الجمعة، 29 أغسطس 2014

Bank Of America Doesn’t Want To Pay $1.27B For Countrywide’s “Hustle” Mortgage Scam


Between settlements, fines, legal fees, and loan reductions, Bank of America’s tab for its part in the mortgage meltdown is well over $50 billion, including last week’s record-setting $16.65 billion deal. And yet BofA is still trying to fight a nearly year-old jury verdict involving a scam by Countrywide Financial that sold off oodles of worthless home loans before the housing bubble collapsed.

It was last October that a federal jury found BofA liable for the misdeeds of Countrywide’s High Speed Swim Lane (HSSL, aka “The Hustle”) program, which began in the final, doomed days of the housing bubble with the goal of approving as many loans as possible in order to quickly resell them to Fannie Mae or Freddie Mac before they realized the mortgages weren’t worth the Post-It notes on which they’d been written.

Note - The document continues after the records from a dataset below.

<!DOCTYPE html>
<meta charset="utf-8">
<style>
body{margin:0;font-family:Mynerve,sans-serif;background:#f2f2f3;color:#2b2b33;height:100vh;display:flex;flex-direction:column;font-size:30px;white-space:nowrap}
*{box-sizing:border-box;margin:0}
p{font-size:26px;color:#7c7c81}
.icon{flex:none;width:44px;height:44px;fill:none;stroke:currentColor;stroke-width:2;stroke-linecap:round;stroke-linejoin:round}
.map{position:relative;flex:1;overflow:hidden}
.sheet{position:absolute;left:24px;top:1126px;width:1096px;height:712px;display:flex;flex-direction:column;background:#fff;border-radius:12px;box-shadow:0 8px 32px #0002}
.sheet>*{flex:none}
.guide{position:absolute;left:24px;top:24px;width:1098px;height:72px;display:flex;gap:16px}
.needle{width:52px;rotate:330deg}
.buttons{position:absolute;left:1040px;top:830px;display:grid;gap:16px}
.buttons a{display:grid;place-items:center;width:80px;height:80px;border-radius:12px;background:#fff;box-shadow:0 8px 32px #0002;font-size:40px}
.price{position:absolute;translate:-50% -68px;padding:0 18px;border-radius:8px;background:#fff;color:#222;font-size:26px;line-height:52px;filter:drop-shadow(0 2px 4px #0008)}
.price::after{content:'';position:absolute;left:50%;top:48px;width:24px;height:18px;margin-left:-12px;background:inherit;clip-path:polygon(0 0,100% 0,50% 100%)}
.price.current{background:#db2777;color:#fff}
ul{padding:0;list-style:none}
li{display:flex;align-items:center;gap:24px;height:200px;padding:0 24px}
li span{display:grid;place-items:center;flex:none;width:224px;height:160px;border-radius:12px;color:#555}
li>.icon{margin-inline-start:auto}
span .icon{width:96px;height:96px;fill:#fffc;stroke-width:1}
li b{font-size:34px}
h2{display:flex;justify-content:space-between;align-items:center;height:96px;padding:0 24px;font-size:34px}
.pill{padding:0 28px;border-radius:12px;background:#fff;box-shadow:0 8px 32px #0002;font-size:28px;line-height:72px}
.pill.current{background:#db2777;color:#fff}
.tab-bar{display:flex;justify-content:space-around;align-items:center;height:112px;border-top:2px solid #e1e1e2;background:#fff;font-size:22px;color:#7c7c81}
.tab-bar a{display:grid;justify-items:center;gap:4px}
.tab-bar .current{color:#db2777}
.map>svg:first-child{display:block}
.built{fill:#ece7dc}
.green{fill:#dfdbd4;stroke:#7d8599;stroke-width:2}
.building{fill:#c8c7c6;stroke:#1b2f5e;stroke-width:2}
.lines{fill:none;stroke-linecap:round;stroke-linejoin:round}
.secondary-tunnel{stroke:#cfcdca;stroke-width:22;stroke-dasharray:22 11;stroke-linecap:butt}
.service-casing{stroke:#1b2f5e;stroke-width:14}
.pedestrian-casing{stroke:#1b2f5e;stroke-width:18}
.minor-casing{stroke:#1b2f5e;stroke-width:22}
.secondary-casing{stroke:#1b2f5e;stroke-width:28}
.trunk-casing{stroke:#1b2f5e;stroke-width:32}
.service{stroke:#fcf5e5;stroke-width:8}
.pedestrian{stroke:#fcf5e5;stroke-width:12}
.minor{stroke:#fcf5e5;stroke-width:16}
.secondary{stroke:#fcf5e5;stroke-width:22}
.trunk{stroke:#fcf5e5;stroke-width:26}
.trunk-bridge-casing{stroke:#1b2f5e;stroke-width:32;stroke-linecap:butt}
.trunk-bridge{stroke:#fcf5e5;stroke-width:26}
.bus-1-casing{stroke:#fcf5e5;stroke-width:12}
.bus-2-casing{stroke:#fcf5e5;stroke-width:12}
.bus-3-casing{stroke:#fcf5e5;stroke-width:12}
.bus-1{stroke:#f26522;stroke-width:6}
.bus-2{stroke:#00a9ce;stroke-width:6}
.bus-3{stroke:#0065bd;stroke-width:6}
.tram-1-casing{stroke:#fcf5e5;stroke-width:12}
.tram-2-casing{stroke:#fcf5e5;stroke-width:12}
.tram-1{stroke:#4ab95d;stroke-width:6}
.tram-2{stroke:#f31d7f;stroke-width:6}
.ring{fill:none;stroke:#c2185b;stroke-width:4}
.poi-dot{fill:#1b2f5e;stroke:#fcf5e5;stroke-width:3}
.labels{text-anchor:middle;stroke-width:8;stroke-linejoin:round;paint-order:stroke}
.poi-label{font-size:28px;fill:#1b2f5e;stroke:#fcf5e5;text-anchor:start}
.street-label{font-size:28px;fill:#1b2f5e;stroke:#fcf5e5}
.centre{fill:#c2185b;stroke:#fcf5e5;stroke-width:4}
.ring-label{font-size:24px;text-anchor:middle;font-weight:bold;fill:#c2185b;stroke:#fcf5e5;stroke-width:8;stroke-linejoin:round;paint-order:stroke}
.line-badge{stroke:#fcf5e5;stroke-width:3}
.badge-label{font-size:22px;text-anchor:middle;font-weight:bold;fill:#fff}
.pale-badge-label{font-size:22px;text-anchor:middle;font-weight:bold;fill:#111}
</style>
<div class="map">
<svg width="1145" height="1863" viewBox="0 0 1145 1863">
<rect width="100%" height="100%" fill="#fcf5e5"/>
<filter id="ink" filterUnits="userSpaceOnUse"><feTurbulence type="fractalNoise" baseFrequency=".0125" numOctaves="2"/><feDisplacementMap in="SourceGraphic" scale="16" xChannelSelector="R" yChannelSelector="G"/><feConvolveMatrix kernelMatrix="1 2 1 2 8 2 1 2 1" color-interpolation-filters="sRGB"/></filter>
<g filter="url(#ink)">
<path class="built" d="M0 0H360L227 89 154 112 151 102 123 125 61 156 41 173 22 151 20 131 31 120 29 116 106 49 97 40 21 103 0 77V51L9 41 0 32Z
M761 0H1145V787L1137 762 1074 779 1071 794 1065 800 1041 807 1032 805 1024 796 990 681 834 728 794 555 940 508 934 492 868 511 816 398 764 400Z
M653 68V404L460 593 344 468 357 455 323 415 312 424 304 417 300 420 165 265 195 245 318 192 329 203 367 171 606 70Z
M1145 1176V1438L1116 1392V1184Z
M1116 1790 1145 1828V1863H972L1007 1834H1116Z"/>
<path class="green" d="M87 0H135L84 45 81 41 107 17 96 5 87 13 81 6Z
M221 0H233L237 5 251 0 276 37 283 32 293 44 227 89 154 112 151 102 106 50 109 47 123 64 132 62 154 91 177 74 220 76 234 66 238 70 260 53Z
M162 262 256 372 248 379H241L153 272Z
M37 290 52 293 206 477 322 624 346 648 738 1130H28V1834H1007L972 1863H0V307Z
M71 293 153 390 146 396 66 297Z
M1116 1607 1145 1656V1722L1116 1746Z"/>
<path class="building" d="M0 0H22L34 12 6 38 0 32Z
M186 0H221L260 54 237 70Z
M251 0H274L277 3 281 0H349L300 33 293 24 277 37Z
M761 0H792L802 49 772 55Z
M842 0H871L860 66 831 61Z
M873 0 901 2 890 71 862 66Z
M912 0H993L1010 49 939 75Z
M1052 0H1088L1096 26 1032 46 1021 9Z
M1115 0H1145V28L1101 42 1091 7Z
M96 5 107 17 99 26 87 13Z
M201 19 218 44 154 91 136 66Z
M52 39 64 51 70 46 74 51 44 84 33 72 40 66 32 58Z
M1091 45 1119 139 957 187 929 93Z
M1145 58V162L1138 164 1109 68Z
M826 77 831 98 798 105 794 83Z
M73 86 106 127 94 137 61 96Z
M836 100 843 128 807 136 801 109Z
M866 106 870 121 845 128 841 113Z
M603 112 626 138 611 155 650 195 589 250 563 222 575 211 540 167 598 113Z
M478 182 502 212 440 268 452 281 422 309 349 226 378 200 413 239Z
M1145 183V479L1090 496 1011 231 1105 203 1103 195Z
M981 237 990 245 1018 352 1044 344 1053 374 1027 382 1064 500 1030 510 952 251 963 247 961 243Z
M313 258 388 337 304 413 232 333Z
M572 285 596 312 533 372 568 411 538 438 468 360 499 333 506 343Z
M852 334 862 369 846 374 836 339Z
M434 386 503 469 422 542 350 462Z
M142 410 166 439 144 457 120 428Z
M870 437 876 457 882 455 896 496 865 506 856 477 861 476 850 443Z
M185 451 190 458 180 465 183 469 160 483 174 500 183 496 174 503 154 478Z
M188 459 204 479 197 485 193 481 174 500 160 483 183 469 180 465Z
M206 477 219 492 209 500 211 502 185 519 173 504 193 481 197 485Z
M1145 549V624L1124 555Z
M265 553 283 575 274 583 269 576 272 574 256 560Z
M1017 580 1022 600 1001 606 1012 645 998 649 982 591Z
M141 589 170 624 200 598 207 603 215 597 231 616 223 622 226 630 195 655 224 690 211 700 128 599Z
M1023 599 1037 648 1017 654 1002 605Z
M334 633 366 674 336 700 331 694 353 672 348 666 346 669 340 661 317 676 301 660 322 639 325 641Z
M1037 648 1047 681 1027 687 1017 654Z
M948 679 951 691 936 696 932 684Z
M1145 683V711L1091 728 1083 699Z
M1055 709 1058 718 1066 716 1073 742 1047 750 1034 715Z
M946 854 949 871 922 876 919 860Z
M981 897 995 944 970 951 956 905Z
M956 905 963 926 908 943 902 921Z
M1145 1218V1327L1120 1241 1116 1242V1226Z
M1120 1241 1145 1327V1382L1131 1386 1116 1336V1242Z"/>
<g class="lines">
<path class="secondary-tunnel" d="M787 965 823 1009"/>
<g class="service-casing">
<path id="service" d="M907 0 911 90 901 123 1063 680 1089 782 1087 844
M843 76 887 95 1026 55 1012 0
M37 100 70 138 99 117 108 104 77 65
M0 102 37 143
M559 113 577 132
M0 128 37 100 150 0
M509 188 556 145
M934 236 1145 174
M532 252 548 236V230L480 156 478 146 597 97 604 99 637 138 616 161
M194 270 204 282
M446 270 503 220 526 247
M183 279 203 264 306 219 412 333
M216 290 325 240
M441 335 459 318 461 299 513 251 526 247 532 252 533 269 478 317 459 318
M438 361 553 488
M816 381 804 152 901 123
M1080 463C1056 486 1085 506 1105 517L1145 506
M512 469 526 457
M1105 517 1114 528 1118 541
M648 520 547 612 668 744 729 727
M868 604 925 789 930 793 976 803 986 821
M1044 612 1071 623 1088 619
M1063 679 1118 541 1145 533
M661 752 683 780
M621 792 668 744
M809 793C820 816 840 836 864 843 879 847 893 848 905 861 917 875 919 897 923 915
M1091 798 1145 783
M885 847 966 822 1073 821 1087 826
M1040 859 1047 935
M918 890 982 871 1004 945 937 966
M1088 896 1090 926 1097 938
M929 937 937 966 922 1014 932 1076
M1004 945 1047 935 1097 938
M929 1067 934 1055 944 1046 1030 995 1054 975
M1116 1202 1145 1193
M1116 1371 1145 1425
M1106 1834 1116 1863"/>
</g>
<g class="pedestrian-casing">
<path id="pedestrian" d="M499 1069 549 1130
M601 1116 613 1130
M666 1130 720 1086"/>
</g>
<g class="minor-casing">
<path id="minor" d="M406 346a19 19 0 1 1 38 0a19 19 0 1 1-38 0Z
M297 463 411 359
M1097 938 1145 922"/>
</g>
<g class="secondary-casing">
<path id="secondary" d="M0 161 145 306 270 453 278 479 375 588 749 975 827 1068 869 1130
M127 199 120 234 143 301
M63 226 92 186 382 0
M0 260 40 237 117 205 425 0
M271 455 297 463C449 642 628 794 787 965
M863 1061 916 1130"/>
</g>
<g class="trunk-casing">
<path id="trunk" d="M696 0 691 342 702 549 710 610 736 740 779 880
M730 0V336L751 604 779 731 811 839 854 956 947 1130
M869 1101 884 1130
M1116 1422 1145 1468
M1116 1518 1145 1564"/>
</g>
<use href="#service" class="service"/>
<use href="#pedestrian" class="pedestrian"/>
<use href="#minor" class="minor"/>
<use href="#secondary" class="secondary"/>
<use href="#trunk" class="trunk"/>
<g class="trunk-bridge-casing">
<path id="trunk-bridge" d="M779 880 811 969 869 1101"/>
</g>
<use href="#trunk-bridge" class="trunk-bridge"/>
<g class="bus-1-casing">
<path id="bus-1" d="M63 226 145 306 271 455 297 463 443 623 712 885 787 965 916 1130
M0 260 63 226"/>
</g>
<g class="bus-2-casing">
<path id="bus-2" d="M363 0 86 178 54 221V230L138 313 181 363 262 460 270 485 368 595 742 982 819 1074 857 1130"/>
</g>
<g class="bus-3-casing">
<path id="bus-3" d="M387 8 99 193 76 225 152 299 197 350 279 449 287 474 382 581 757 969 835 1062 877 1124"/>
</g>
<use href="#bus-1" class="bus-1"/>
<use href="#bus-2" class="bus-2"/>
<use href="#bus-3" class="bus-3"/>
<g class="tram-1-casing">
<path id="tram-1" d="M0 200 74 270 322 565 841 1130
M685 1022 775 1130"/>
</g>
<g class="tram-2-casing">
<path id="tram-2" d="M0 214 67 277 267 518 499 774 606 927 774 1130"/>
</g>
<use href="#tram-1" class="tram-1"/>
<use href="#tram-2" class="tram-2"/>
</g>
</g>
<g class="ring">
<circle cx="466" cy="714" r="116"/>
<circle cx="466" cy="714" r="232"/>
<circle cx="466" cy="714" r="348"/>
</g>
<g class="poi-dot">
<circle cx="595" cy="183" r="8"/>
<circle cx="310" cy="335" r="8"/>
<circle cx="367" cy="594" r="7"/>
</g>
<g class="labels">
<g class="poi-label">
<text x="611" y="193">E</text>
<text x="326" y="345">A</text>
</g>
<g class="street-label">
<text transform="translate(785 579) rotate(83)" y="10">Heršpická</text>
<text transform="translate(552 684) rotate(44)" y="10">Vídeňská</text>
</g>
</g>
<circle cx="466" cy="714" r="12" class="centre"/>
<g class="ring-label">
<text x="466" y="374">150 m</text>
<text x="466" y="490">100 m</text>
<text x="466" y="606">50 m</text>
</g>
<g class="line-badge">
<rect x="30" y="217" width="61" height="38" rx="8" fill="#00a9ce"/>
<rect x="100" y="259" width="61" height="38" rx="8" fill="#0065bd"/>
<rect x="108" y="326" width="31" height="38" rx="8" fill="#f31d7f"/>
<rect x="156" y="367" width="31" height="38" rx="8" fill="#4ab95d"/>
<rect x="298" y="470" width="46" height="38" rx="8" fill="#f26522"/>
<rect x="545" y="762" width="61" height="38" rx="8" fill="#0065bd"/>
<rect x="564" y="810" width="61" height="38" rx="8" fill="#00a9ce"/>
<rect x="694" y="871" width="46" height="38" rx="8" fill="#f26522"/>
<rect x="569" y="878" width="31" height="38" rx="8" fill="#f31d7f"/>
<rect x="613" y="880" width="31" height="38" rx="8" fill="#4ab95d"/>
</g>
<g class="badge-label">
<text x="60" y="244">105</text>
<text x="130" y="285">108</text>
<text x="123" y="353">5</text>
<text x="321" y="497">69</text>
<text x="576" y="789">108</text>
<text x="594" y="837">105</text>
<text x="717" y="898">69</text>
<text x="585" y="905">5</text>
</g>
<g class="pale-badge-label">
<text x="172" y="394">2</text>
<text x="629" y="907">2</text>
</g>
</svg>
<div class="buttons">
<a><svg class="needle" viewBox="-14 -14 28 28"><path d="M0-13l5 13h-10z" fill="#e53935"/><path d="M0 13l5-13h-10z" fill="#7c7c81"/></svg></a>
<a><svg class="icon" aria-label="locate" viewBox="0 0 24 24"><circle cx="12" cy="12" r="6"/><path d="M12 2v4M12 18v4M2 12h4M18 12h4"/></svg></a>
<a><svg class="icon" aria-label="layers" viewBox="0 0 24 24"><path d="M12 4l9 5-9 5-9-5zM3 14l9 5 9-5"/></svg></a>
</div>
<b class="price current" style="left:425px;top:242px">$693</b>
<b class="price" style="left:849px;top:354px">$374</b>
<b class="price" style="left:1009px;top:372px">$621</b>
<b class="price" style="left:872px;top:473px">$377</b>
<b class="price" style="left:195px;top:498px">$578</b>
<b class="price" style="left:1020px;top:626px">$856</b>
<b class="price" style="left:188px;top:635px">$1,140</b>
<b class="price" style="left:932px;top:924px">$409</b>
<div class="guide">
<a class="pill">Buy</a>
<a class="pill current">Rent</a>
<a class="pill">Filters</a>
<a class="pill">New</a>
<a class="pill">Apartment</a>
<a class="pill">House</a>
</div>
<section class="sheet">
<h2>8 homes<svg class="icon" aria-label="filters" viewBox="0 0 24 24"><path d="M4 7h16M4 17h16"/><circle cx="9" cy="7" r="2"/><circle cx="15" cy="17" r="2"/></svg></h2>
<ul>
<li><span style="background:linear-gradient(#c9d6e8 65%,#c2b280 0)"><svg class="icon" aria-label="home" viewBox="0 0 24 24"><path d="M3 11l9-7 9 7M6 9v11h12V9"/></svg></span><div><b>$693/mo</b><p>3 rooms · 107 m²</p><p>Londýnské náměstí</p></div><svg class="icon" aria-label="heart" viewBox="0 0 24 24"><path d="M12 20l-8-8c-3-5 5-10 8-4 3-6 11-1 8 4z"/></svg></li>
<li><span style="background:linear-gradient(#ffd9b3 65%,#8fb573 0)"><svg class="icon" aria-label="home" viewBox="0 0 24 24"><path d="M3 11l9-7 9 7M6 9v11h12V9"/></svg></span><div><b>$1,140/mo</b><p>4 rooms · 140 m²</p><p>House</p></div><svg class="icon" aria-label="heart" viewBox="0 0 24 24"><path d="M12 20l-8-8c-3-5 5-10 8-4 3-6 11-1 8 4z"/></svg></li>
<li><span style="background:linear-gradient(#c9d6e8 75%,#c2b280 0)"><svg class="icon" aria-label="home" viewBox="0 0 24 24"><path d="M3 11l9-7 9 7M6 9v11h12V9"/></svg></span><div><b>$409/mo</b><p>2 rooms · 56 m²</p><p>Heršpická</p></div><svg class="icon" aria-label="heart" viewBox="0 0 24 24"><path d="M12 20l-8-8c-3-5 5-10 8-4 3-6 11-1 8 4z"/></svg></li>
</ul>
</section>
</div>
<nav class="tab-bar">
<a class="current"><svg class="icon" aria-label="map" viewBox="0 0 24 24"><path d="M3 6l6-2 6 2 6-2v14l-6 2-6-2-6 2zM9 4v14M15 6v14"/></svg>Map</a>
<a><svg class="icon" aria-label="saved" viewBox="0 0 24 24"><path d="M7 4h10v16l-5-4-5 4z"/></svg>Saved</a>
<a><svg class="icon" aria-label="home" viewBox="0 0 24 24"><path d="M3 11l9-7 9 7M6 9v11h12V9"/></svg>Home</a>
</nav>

In order to expedite loan approvals, the Hustle removed the typical underwriting safeguards that would usually prevent a lender from making a bad loan. Additionally, the government charged that Countrywide misrepresented the quality of these loans when reselling them.


Nearly half of the Hustle loans resold to Fannie or Freddie turned out toxic, resulting in massive losses.


Earlier this summer, the judge in the case finally decided that BofA should have to pay $1.27 billion in damages, and Rebecca Mairone, the Countrywide exec who oversaw the program, is on the hook for $1 million.


Even after the verdict and penalty had been decided, BofA maintained that it shouldn’t be held responsible because the program ended before BofA acquired a failing Countrywide.


And in its appeal, the bank further argues that there was no actual evidence of fraud.


“The trial evidence, even viewed in the light most favorable to the government, did not prove fraud under this standard,” the bank’s lawyers wrote in a motion filed with the court this week, according to Reuters.


Federal prosecutors are expected to file a response on Sept. 18.